Later on February 16, 1919, which corresponds to the King Vajiravudh (Rama VI)'s reign, he graciously ordered that the name of Ratchawat Road that started from the Chao Phraya River to Prathat Thong Road (now Rama VI Road) to be changed as "Nakhon Chai Si Road" in honour of Prince Chirapravati Voradej, Prince of Nakhon Chai Si, one of sons of King Chulalongkorn and half brother of King Vajiravudh, whose considered as "Father of the Thai Army".

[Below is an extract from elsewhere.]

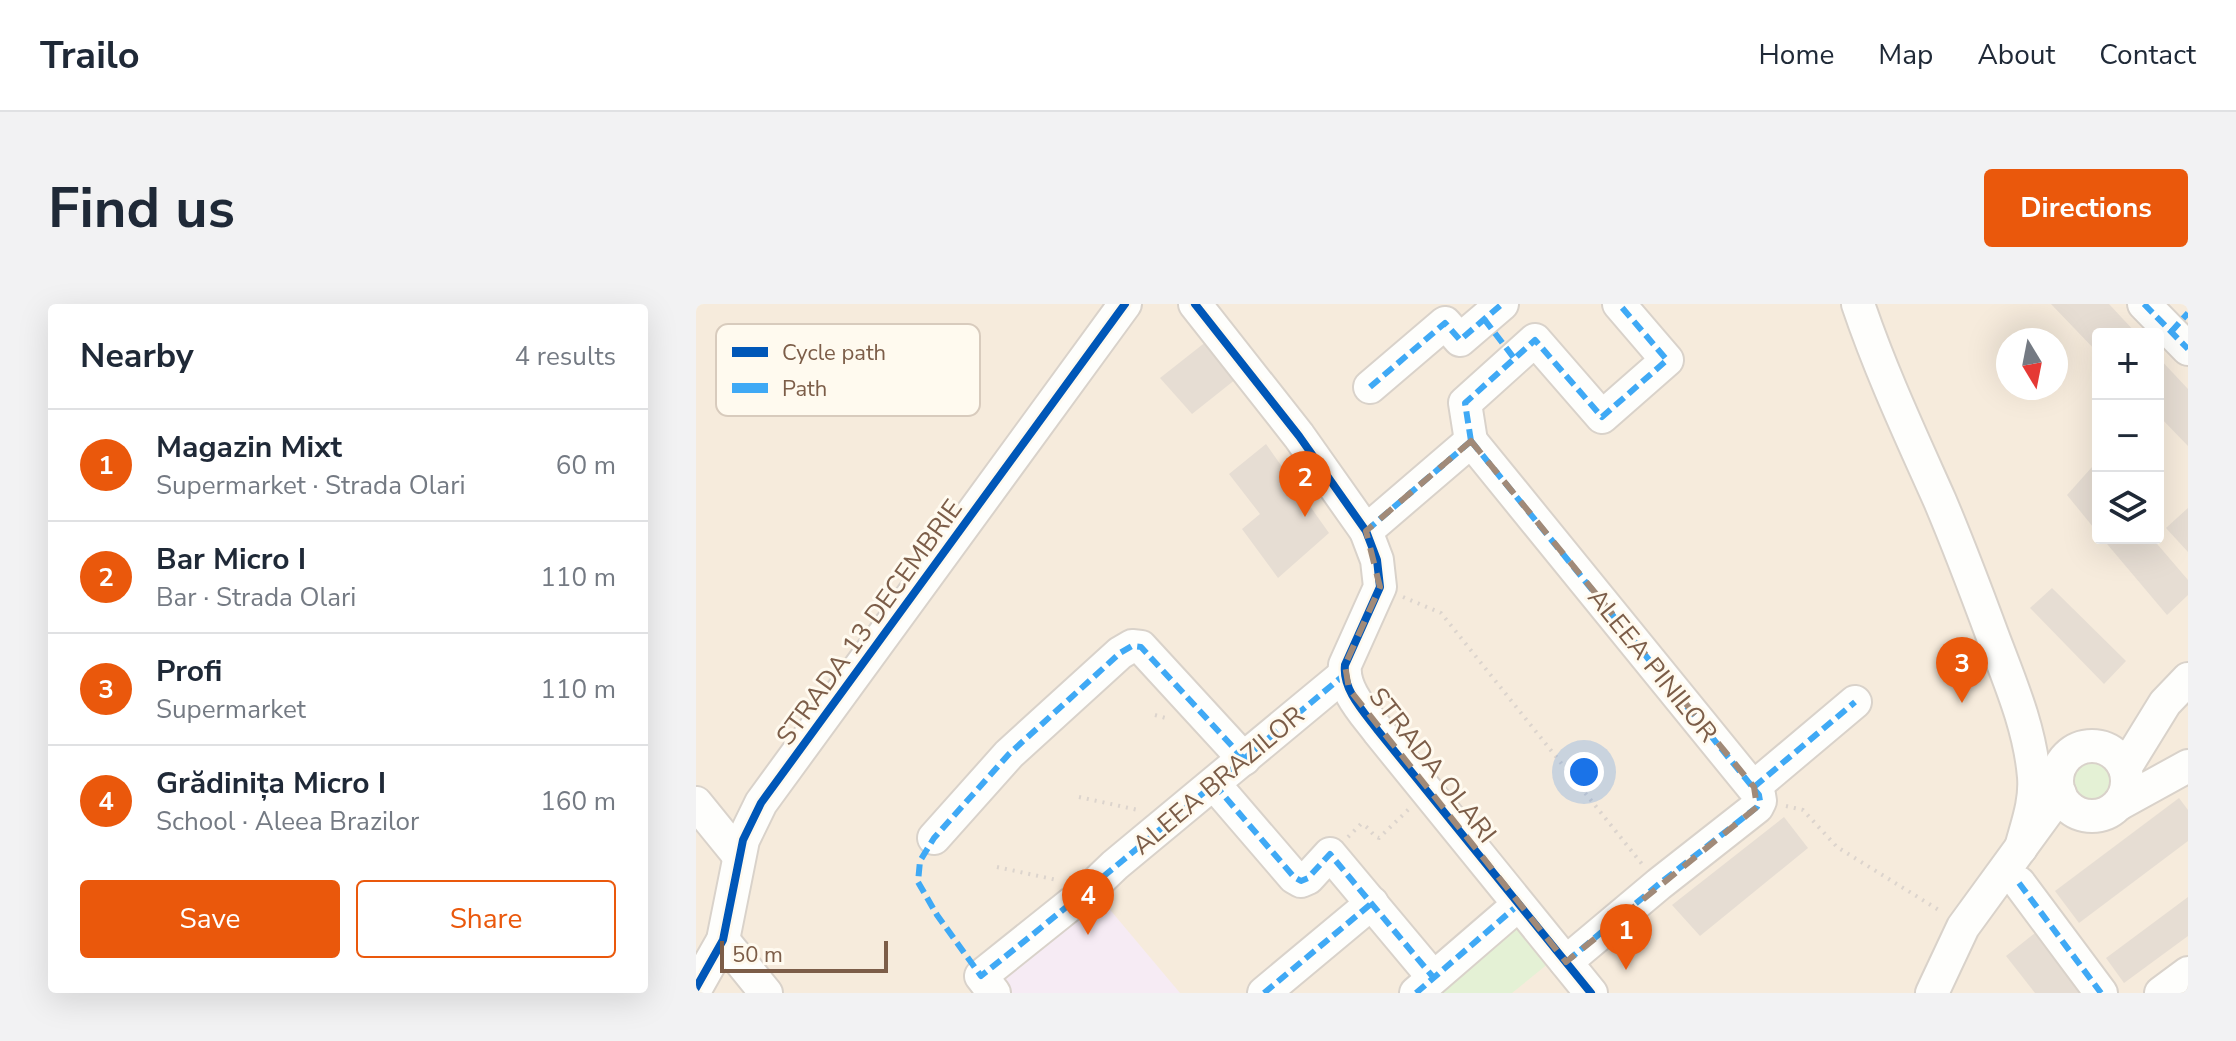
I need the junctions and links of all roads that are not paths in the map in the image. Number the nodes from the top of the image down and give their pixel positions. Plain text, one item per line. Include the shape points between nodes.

Although it is relatively short, Nakhon Chai Si Road passes through several notable landmarks, including Ratchawat Bridge, which spans the Khlong Prem Prachakon near the Dusit District Office, as well as Wat Amphawan, Wat Sawatwaree Simaram, and the Ratchawat and Si Yan Markets. In addition, the area along the road is commonly known as "Ratchawat," reflecting its former name.The stretch around Ratchawat, extending to nearby Si Yan, is renowned for its cluster of exceptional beef noodle restaurants.

Nakhon Chai Si Road in the 1940s was still a quiet, unpaved road. Both sides were lined with mahogany trees, much like Ratchadamnoen Avenue. It was common to see Muslims and Hindus herding cattle to graze on the nearby Phaya Thai fields.